Instructions to follow:
The result should be an exact copy of every record, with no pictures kept.

[Data extracted from a collection]
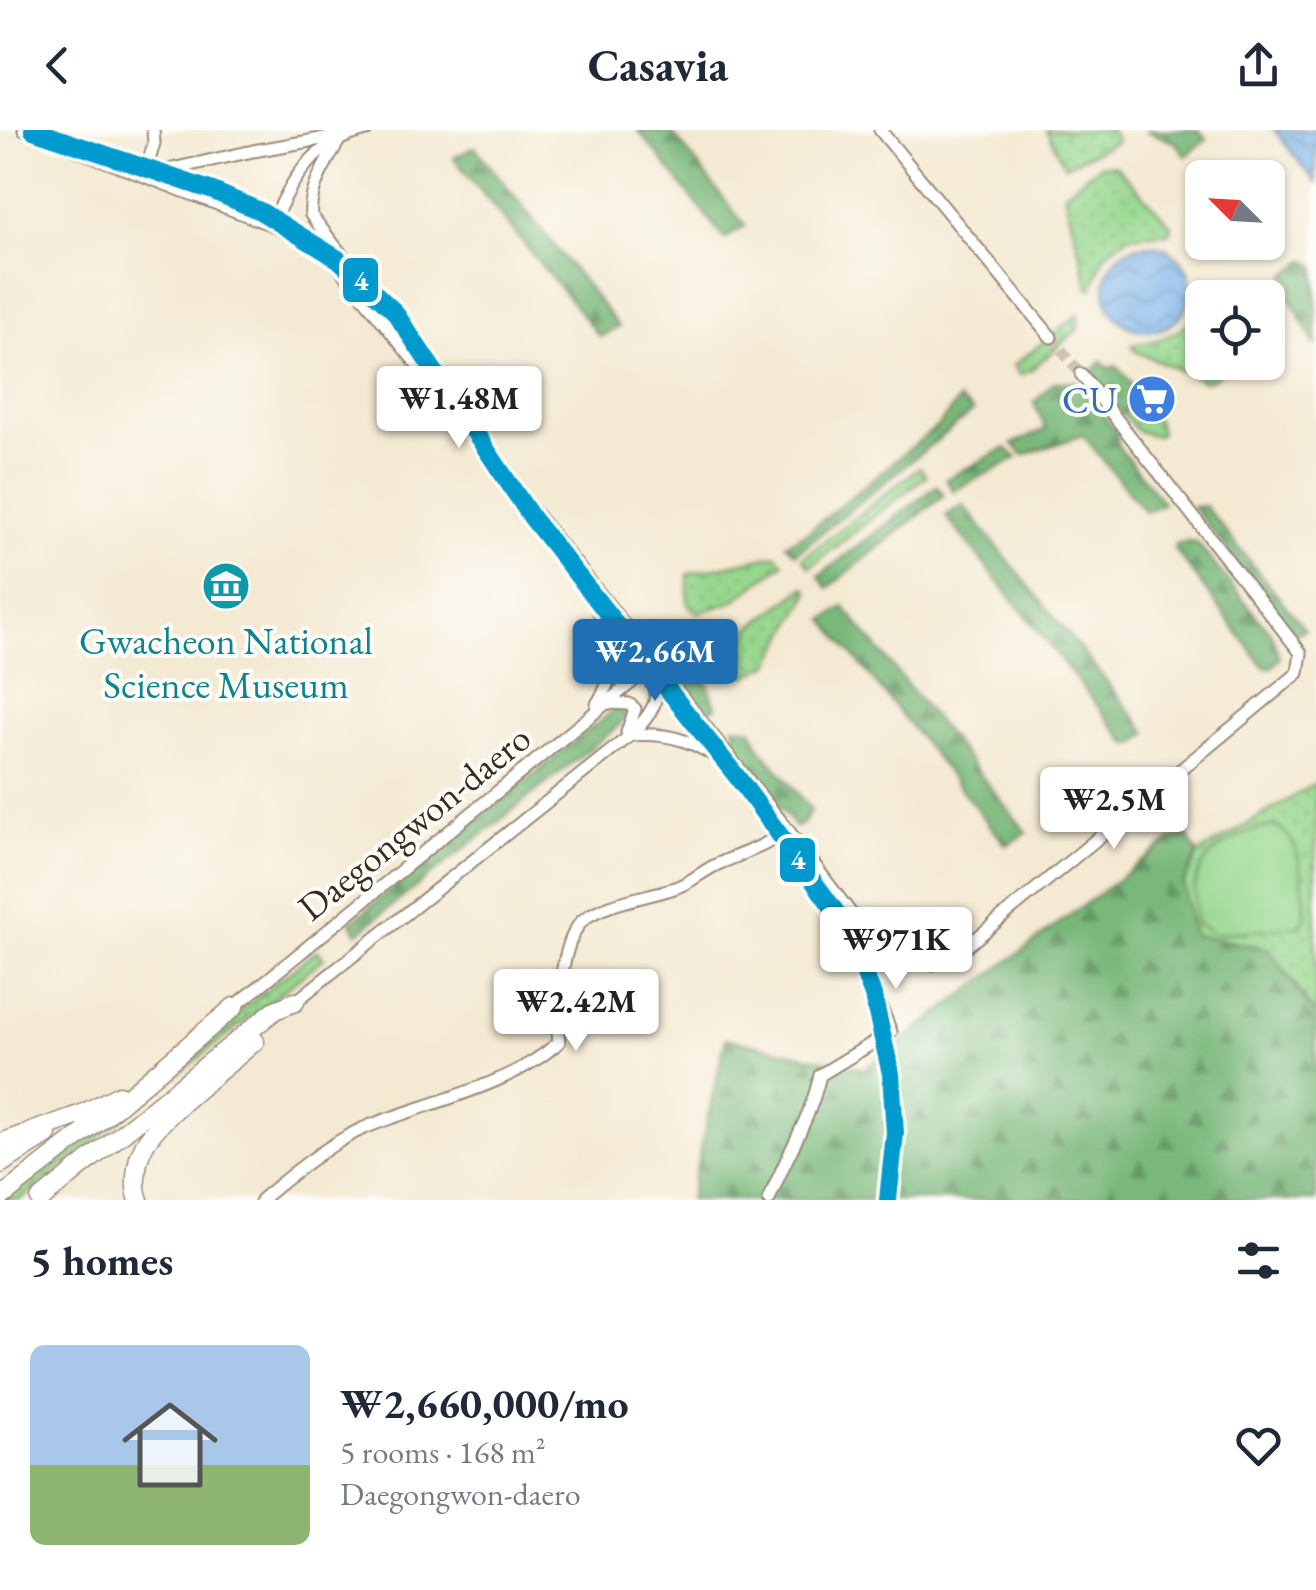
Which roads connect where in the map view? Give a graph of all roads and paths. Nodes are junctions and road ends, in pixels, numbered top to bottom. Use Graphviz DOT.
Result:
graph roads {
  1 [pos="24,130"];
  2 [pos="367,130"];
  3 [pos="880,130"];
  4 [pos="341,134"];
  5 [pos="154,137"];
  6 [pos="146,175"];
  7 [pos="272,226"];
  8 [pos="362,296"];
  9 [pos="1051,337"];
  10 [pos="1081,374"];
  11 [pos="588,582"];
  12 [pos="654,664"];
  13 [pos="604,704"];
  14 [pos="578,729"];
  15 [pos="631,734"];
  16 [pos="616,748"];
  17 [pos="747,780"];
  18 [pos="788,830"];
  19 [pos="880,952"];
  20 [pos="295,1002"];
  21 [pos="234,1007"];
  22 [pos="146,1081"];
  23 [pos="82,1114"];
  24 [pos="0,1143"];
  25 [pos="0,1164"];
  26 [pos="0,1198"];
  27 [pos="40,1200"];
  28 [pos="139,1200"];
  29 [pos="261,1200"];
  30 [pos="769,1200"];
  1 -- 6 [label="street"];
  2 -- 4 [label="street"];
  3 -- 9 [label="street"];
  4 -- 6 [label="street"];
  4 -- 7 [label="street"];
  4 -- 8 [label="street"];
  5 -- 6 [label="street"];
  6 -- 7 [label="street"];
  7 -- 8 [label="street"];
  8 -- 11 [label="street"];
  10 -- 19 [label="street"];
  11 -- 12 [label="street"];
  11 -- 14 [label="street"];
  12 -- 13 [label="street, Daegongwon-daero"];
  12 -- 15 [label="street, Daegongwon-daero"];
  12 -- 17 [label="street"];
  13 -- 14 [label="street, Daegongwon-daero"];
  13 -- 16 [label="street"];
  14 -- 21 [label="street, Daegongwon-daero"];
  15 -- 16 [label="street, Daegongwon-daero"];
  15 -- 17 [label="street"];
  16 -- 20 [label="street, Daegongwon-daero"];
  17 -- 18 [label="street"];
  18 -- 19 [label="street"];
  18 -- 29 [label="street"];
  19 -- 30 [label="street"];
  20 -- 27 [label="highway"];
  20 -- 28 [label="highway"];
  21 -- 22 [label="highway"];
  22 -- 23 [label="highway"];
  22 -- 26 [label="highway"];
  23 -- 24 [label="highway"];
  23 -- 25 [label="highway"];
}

Exercise solution:
Which roads connect where in the map view? Give a graph of all roads and paths. Nodes are junctions and road ends, in pixels, numbered top to bottom. Use Graphviz DOT.
Result:
graph roads {
  1 [pos="24,130"];
  2 [pos="367,130"];
  3 [pos="880,130"];
  4 [pos="341,134"];
  5 [pos="154,137"];
  6 [pos="146,175"];
  7 [pos="272,226"];
  8 [pos="362,296"];
  9 [pos="1051,337"];
  10 [pos="1081,374"];
  11 [pos="588,582"];
  12 [pos="654,664"];
  13 [pos="604,704"];
  14 [pos="578,729"];
  15 [pos="631,734"];
  16 [pos="616,748"];
  17 [pos="747,780"];
  18 [pos="788,830"];
  19 [pos="880,952"];
  20 [pos="295,1002"];
  21 [pos="234,1007"];
  22 [pos="146,1081"];
  23 [pos="82,1114"];
  24 [pos="0,1143"];
  25 [pos="0,1164"];
  26 [pos="0,1198"];
  27 [pos="40,1200"];
  28 [pos="139,1200"];
  29 [pos="261,1200"];
  30 [pos="769,1200"];
  1 -- 6 [label="street"];
  2 -- 4 [label="street"];
  3 -- 9 [label="street"];
  4 -- 6 [label="street"];
  4 -- 7 [label="street"];
  4 -- 8 [label="street"];
  5 -- 6 [label="street"];
  6 -- 7 [label="street"];
  7 -- 8 [label="street"];
  8 -- 11 [label="street"];
  10 -- 19 [label="street"];
  11 -- 12 [label="street"];
  11 -- 14 [label="street"];
  12 -- 13 [label="street, Daegongwon-daero"];
  12 -- 15 [label="street, Daegongwon-daero"];
  12 -- 17 [label="street"];
  13 -- 14 [label="street, Daegongwon-daero"];
  13 -- 16 [label="street"];
  14 -- 21 [label="street, Daegongwon-daero"];
  15 -- 16 [label="street, Daegongwon-daero"];
  15 -- 17 [label="street"];
  16 -- 20 [label="street, Daegongwon-daero"];
  17 -- 18 [label="street"];
  18 -- 19 [label="street"];
  18 -- 29 [label="street"];
  19 -- 30 [label="street"];
  20 -- 27 [label="highway"];
  20 -- 28 [label="highway"];
  21 -- 22 [label="highway"];
  22 -- 23 [label="highway"];
  22 -- 26 [label="highway"];
  23 -- 24 [label="highway"];
  23 -- 25 [label="highway"];
}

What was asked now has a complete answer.